# EXERCISE OBJECTIVE:
Would you please print the data a second time, exactly as it stands?

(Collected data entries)
* * *

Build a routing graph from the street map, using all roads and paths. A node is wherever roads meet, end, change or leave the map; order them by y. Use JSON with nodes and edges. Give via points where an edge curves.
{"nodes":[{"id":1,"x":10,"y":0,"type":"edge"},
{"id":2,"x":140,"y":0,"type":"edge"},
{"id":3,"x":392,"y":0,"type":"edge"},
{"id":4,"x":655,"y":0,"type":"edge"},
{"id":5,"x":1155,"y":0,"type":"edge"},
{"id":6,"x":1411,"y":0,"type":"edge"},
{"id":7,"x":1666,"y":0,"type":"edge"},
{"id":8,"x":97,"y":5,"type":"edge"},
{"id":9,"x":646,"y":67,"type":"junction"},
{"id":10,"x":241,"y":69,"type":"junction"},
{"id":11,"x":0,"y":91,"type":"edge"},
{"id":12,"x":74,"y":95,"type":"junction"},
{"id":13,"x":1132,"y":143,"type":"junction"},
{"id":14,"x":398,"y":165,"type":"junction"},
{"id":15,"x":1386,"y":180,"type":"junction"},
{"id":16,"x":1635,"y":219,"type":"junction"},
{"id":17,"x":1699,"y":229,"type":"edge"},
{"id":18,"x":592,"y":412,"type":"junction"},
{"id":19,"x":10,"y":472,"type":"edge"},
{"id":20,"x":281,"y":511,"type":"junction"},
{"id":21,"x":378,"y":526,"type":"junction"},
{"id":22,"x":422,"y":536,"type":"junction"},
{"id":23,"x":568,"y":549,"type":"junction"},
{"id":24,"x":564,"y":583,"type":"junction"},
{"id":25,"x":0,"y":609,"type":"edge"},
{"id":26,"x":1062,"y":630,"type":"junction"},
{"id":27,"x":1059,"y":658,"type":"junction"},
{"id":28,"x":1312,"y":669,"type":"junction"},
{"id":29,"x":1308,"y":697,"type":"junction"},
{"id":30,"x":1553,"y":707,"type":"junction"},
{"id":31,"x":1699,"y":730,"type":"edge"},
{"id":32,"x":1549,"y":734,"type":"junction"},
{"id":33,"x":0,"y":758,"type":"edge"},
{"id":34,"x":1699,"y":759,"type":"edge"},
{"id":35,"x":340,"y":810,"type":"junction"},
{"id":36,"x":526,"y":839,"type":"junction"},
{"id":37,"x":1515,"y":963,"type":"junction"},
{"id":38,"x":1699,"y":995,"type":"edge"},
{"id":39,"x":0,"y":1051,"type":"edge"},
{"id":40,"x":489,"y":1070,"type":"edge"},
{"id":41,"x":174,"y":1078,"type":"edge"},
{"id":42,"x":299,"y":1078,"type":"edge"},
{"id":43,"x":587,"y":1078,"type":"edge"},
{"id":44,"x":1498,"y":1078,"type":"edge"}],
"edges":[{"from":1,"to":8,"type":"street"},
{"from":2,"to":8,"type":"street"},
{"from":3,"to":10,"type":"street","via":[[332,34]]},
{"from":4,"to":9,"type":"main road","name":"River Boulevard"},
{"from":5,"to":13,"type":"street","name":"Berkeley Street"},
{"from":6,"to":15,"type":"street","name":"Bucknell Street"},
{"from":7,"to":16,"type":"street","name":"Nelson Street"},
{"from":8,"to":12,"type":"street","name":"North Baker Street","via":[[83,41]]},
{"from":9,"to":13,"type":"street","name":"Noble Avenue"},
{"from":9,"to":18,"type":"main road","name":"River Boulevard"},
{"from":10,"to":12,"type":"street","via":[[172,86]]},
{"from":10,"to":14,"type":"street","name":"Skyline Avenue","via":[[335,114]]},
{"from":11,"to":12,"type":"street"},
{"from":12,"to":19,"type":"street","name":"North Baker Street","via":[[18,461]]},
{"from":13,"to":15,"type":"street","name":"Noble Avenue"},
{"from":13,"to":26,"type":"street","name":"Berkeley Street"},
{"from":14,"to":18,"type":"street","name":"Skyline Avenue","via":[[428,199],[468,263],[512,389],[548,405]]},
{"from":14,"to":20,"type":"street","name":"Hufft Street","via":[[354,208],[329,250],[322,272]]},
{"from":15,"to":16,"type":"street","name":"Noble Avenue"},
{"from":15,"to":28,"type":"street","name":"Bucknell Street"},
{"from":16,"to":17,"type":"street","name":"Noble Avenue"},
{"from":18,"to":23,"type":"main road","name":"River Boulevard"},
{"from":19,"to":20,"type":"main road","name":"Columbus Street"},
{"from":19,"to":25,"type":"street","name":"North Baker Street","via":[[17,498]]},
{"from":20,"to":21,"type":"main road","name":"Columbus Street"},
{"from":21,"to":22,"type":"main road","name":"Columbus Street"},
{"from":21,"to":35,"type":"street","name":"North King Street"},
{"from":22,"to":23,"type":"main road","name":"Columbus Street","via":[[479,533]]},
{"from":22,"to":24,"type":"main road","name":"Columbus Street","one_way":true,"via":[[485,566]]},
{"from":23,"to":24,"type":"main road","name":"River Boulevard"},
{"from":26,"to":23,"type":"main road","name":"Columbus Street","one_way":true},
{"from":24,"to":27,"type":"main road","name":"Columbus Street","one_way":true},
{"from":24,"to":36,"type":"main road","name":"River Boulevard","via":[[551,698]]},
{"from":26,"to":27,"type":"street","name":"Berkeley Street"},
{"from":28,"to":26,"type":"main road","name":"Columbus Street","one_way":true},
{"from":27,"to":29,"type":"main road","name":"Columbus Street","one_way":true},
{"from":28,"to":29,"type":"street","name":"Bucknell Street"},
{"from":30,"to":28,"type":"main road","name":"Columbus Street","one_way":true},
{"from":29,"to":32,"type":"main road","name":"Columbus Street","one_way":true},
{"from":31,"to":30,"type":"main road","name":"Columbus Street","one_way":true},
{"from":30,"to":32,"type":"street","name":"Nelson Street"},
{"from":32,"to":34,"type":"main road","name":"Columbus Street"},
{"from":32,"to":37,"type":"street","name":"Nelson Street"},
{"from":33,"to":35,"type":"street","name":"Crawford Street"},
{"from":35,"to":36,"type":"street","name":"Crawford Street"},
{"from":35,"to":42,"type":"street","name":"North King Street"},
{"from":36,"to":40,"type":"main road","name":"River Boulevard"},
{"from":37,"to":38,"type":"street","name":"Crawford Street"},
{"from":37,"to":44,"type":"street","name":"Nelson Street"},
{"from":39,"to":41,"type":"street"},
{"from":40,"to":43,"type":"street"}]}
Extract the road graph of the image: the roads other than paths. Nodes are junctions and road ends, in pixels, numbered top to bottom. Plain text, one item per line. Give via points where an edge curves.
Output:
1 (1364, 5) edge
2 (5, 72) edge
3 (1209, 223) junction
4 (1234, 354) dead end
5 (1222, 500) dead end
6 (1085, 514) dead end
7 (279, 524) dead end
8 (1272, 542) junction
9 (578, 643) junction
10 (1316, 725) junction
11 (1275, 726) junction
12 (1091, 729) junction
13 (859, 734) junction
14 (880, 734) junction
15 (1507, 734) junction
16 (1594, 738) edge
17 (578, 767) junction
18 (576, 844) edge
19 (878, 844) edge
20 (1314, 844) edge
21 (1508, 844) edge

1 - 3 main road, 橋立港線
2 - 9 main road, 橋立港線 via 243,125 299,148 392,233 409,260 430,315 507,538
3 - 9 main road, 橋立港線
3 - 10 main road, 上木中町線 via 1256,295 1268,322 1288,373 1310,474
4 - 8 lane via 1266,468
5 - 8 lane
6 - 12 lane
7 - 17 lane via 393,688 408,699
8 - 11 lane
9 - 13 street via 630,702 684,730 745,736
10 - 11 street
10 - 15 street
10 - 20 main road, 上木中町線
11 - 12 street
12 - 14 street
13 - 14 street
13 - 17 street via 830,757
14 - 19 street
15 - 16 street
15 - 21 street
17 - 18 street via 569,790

* * *

# ANSWER TO THIS EXERCISE:
Build a routing graph from the street map, using all roads and paths. A node is wherever roads meet, end, change or leave the map; order them by y. Use JSON with nodes and edges. Give via points where an edge curves.
{"nodes":[{"id":1,"x":10,"y":0,"type":"edge"},
{"id":2,"x":140,"y":0,"type":"edge"},
{"id":3,"x":392,"y":0,"type":"edge"},
{"id":4,"x":655,"y":0,"type":"edge"},
{"id":5,"x":1155,"y":0,"type":"edge"},
{"id":6,"x":1411,"y":0,"type":"edge"},
{"id":7,"x":1666,"y":0,"type":"edge"},
{"id":8,"x":97,"y":5,"type":"edge"},
{"id":9,"x":646,"y":67,"type":"junction"},
{"id":10,"x":241,"y":69,"type":"junction"},
{"id":11,"x":0,"y":91,"type":"edge"},
{"id":12,"x":74,"y":95,"type":"junction"},
{"id":13,"x":1132,"y":143,"type":"junction"},
{"id":14,"x":398,"y":165,"type":"junction"},
{"id":15,"x":1386,"y":180,"type":"junction"},
{"id":16,"x":1635,"y":219,"type":"junction"},
{"id":17,"x":1699,"y":229,"type":"edge"},
{"id":18,"x":592,"y":412,"type":"junction"},
{"id":19,"x":10,"y":472,"type":"edge"},
{"id":20,"x":281,"y":511,"type":"junction"},
{"id":21,"x":378,"y":526,"type":"junction"},
{"id":22,"x":422,"y":536,"type":"junction"},
{"id":23,"x":568,"y":549,"type":"junction"},
{"id":24,"x":564,"y":583,"type":"junction"},
{"id":25,"x":0,"y":609,"type":"edge"},
{"id":26,"x":1062,"y":630,"type":"junction"},
{"id":27,"x":1059,"y":658,"type":"junction"},
{"id":28,"x":1312,"y":669,"type":"junction"},
{"id":29,"x":1308,"y":697,"type":"junction"},
{"id":30,"x":1553,"y":707,"type":"junction"},
{"id":31,"x":1699,"y":730,"type":"edge"},
{"id":32,"x":1549,"y":734,"type":"junction"},
{"id":33,"x":0,"y":758,"type":"edge"},
{"id":34,"x":1699,"y":759,"type":"edge"},
{"id":35,"x":340,"y":810,"type":"junction"},
{"id":36,"x":526,"y":839,"type":"junction"},
{"id":37,"x":1515,"y":963,"type":"junction"},
{"id":38,"x":1699,"y":995,"type":"edge"},
{"id":39,"x":0,"y":1051,"type":"edge"},
{"id":40,"x":489,"y":1070,"type":"edge"},
{"id":41,"x":174,"y":1078,"type":"edge"},
{"id":42,"x":299,"y":1078,"type":"edge"},
{"id":43,"x":587,"y":1078,"type":"edge"},
{"id":44,"x":1498,"y":1078,"type":"edge"}],
"edges":[{"from":1,"to":8,"type":"street"},
{"from":2,"to":8,"type":"street"},
{"from":3,"to":10,"type":"street","via":[[332,34]]},
{"from":4,"to":9,"type":"main road","name":"River Boulevard"},
{"from":5,"to":13,"type":"street","name":"Berkeley Street"},
{"from":6,"to":15,"type":"street","name":"Bucknell Street"},
{"from":7,"to":16,"type":"street","name":"Nelson Street"},
{"from":8,"to":12,"type":"street","name":"North Baker Street","via":[[83,41]]},
{"from":9,"to":13,"type":"street","name":"Noble Avenue"},
{"from":9,"to":18,"type":"main road","name":"River Boulevard"},
{"from":10,"to":12,"type":"street","via":[[172,86]]},
{"from":10,"to":14,"type":"street","name":"Skyline Avenue","via":[[335,114]]},
{"from":11,"to":12,"type":"street"},
{"from":12,"to":19,"type":"street","name":"North Baker Street","via":[[18,461]]},
{"from":13,"to":15,"type":"street","name":"Noble Avenue"},
{"from":13,"to":26,"type":"street","name":"Berkeley Street"},
{"from":14,"to":18,"type":"street","name":"Skyline Avenue","via":[[428,199],[468,263],[512,389],[548,405]]},
{"from":14,"to":20,"type":"street","name":"Hufft Street","via":[[354,208],[329,250],[322,272]]},
{"from":15,"to":16,"type":"street","name":"Noble Avenue"},
{"from":15,"to":28,"type":"street","name":"Bucknell Street"},
{"from":16,"to":17,"type":"street","name":"Noble Avenue"},
{"from":18,"to":23,"type":"main road","name":"River Boulevard"},
{"from":19,"to":20,"type":"main road","name":"Columbus Street"},
{"from":19,"to":25,"type":"street","name":"North Baker Street","via":[[17,498]]},
{"from":20,"to":21,"type":"main road","name":"Columbus Street"},
{"from":21,"to":22,"type":"main road","name":"Columbus Street"},
{"from":21,"to":35,"type":"street","name":"North King Street"},
{"from":22,"to":23,"type":"main road","name":"Columbus Street","via":[[479,533]]},
{"from":22,"to":24,"type":"main road","name":"Columbus Street","one_way":true,"via":[[485,566]]},
{"from":23,"to":24,"type":"main road","name":"River Boulevard"},
{"from":26,"to":23,"type":"main road","name":"Columbus Street","one_way":true},
{"from":24,"to":27,"type":"main road","name":"Columbus Street","one_way":true},
{"from":24,"to":36,"type":"main road","name":"River Boulevard","via":[[551,698]]},
{"from":26,"to":27,"type":"street","name":"Berkeley Street"},
{"from":28,"to":26,"type":"main road","name":"Columbus Street","one_way":true},
{"from":27,"to":29,"type":"main road","name":"Columbus Street","one_way":true},
{"from":28,"to":29,"type":"street","name":"Bucknell Street"},
{"from":30,"to":28,"type":"main road","name":"Columbus Street","one_way":true},
{"from":29,"to":32,"type":"main road","name":"Columbus Street","one_way":true},
{"from":31,"to":30,"type":"main road","name":"Columbus Street","one_way":true},
{"from":30,"to":32,"type":"street","name":"Nelson Street"},
{"from":32,"to":34,"type":"main road","name":"Columbus Street"},
{"from":32,"to":37,"type":"street","name":"Nelson Street"},
{"from":33,"to":35,"type":"street","name":"Crawford Street"},
{"from":35,"to":36,"type":"street","name":"Crawford Street"},
{"from":35,"to":42,"type":"street","name":"North King Street"},
{"from":36,"to":40,"type":"main road","name":"River Boulevard"},
{"from":37,"to":38,"type":"street","name":"Crawford Street"},
{"from":37,"to":44,"type":"street","name":"Nelson Street"},
{"from":39,"to":41,"type":"street"},
{"from":40,"to":43,"type":"street"}]}
Extract the road graph of the image: the roads other than paths. Nodes are junctions and road ends, in pixels, numbered top to bottom. Plain text, one item per line. Give via points where an edge curves.
Output:
1 (1364, 5) edge
2 (5, 72) edge
3 (1209, 223) junction
4 (1234, 354) dead end
5 (1222, 500) dead end
6 (1085, 514) dead end
7 (279, 524) dead end
8 (1272, 542) junction
9 (578, 643) junction
10 (1316, 725) junction
11 (1275, 726) junction
12 (1091, 729) junction
13 (859, 734) junction
14 (880, 734) junction
15 (1507, 734) junction
16 (1594, 738) edge
17 (578, 767) junction
18 (576, 844) edge
19 (878, 844) edge
20 (1314, 844) edge
21 (1508, 844) edge

1 - 3 main road, 橋立港線
2 - 9 main road, 橋立港線 via 243,125 299,148 392,233 409,260 430,315 507,538
3 - 9 main road, 橋立港線
3 - 10 main road, 上木中町線 via 1256,295 1268,322 1288,373 1310,474
4 - 8 lane via 1266,468
5 - 8 lane
6 - 12 lane
7 - 17 lane via 393,688 408,699
8 - 11 lane
9 - 13 street via 630,702 684,730 745,736
10 - 11 street
10 - 15 street
10 - 20 main road, 上木中町線
11 - 12 street
12 - 14 street
13 - 14 street
13 - 17 street via 830,757
14 - 19 street
15 - 16 street
15 - 21 street
17 - 18 street via 569,790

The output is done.